** EXERCISE DATA follows **

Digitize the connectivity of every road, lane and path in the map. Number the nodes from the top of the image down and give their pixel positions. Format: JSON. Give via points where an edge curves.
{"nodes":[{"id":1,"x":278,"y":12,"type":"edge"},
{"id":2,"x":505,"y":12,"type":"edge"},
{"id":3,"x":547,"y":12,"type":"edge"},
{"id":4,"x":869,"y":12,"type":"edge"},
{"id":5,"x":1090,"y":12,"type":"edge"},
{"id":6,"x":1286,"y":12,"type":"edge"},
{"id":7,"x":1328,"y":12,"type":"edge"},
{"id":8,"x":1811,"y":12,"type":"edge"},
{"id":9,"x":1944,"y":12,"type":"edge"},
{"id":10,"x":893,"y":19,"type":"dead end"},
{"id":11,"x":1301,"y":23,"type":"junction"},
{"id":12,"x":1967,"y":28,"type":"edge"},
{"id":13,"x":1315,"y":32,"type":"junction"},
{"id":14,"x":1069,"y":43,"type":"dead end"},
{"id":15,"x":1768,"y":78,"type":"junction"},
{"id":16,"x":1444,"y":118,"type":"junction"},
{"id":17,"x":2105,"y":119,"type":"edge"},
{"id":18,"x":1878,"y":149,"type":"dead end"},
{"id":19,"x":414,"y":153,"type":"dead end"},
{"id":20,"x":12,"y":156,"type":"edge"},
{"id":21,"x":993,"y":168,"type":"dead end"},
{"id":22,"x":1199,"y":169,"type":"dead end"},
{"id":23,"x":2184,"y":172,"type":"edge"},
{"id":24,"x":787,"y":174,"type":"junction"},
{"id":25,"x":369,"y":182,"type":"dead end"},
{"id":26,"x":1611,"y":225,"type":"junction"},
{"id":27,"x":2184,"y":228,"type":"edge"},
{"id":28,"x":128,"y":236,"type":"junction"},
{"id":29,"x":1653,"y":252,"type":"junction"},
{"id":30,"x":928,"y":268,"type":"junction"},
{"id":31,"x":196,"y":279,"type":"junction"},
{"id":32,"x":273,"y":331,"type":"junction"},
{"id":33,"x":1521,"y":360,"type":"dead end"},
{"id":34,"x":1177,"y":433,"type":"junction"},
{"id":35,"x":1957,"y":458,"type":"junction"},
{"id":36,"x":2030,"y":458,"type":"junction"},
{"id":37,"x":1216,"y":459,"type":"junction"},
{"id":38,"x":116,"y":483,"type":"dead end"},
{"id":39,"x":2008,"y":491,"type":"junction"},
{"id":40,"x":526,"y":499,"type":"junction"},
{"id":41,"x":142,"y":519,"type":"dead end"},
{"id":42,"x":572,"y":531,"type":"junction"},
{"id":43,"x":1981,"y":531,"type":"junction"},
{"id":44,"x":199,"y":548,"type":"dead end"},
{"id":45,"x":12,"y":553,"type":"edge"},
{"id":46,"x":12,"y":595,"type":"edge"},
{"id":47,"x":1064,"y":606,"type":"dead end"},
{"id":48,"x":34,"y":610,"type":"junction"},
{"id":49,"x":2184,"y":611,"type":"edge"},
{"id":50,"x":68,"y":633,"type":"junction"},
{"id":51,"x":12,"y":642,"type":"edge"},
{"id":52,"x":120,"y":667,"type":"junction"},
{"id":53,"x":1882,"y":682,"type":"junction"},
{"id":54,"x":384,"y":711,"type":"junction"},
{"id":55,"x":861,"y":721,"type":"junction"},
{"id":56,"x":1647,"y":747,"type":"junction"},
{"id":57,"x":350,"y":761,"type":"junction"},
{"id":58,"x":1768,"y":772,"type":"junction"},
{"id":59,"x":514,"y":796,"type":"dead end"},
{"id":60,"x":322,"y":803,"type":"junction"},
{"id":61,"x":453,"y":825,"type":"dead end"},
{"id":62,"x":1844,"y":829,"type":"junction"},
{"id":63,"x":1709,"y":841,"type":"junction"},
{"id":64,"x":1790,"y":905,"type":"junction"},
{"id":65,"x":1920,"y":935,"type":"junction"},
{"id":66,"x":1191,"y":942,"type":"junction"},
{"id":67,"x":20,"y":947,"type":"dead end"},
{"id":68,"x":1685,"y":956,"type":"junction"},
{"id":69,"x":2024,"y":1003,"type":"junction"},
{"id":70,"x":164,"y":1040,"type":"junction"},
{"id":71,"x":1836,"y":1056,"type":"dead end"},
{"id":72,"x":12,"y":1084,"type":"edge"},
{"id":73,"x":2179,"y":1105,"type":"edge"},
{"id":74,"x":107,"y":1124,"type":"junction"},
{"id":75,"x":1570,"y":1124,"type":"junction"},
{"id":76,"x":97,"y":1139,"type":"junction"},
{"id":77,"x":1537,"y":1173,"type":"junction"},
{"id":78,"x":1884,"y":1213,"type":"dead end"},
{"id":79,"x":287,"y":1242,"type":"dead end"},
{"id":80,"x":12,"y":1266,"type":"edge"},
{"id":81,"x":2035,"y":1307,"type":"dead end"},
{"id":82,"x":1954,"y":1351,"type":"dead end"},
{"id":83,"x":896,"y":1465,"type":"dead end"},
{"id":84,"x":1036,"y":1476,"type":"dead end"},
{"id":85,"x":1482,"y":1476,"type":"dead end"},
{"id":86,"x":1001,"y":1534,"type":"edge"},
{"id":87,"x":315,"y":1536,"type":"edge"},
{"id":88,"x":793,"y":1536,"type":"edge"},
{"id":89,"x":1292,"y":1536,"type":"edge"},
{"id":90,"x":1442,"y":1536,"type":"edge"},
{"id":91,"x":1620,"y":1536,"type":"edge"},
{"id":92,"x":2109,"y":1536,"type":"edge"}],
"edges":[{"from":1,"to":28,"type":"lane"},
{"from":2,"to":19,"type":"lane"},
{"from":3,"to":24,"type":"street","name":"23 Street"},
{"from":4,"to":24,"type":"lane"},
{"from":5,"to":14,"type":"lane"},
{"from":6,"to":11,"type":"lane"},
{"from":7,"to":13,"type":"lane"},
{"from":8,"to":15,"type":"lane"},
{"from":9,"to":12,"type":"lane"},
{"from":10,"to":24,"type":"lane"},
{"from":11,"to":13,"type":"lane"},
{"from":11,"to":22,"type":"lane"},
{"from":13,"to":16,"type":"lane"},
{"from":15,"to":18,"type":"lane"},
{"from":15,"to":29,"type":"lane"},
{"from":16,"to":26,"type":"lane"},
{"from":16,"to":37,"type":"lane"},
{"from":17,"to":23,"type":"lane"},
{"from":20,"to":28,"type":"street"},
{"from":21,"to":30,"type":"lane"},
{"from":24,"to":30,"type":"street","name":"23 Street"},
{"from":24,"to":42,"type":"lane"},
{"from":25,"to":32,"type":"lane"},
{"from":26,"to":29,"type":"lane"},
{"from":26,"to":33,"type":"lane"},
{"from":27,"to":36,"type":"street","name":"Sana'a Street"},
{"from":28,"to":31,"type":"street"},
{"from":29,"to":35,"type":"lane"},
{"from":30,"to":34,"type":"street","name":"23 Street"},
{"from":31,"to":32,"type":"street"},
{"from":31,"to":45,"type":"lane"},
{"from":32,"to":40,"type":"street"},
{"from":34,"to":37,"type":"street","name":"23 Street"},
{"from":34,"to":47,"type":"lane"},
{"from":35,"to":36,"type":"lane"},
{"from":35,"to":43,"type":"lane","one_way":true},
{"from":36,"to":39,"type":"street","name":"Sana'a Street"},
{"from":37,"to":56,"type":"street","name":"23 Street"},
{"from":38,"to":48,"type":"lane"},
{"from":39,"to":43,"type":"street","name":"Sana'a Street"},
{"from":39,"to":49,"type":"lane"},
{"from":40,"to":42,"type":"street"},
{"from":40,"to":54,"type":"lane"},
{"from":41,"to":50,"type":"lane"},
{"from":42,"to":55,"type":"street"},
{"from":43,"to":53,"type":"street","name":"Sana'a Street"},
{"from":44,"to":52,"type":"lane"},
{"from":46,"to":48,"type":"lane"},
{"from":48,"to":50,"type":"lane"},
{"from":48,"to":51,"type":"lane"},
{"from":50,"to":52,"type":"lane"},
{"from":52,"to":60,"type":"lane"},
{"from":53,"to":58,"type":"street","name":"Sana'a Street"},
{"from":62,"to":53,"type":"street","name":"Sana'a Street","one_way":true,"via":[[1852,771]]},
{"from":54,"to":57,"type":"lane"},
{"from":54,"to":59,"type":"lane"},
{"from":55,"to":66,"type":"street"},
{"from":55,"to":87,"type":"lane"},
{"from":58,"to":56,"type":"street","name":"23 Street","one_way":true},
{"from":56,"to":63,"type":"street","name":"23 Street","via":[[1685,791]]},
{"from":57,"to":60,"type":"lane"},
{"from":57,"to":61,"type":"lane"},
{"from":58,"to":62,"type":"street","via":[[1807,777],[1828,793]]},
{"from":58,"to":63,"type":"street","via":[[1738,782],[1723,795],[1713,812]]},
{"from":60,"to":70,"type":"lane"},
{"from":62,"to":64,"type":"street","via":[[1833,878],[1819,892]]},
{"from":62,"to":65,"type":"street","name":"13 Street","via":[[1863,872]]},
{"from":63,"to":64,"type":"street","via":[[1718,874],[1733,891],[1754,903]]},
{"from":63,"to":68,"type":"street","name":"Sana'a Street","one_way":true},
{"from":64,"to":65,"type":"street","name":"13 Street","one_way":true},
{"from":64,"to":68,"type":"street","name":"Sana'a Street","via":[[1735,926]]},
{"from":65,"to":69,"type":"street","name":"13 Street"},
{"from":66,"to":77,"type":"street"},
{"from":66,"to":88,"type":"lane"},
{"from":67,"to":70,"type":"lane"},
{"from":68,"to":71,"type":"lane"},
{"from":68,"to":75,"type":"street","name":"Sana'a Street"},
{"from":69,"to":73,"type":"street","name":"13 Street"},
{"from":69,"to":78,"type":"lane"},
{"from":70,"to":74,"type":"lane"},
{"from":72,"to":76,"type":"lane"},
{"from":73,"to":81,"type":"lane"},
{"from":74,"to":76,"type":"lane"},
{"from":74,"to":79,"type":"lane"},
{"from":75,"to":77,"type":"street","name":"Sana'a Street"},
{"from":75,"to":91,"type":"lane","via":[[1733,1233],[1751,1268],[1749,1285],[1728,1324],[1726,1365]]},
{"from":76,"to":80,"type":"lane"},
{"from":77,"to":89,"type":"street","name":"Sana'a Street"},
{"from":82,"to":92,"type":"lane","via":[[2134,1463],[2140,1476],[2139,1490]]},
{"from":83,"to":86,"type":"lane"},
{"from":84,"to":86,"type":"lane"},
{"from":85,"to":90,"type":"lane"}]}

** End of EXERCISE DATA **

» **PROBLEM TO SOLVE**: For the string "true", go through the entries above and copy each line where it occurs.

» **EXERCISE OUTPUT**:
{"from":35,"to":43,"type":"lane","one_way":true},
{"from":62,"to":53,"type":"street","name":"Sana'a Street","one_way":true,"via":[[1852,771]]},
{"from":58,"to":56,"type":"street","name":"23 Street","one_way":true},
{"from":63,"to":68,"type":"street","name":"Sana'a Street","one_way":true},
{"from":64,"to":65,"type":"street","name":"13 Street","one_way":true},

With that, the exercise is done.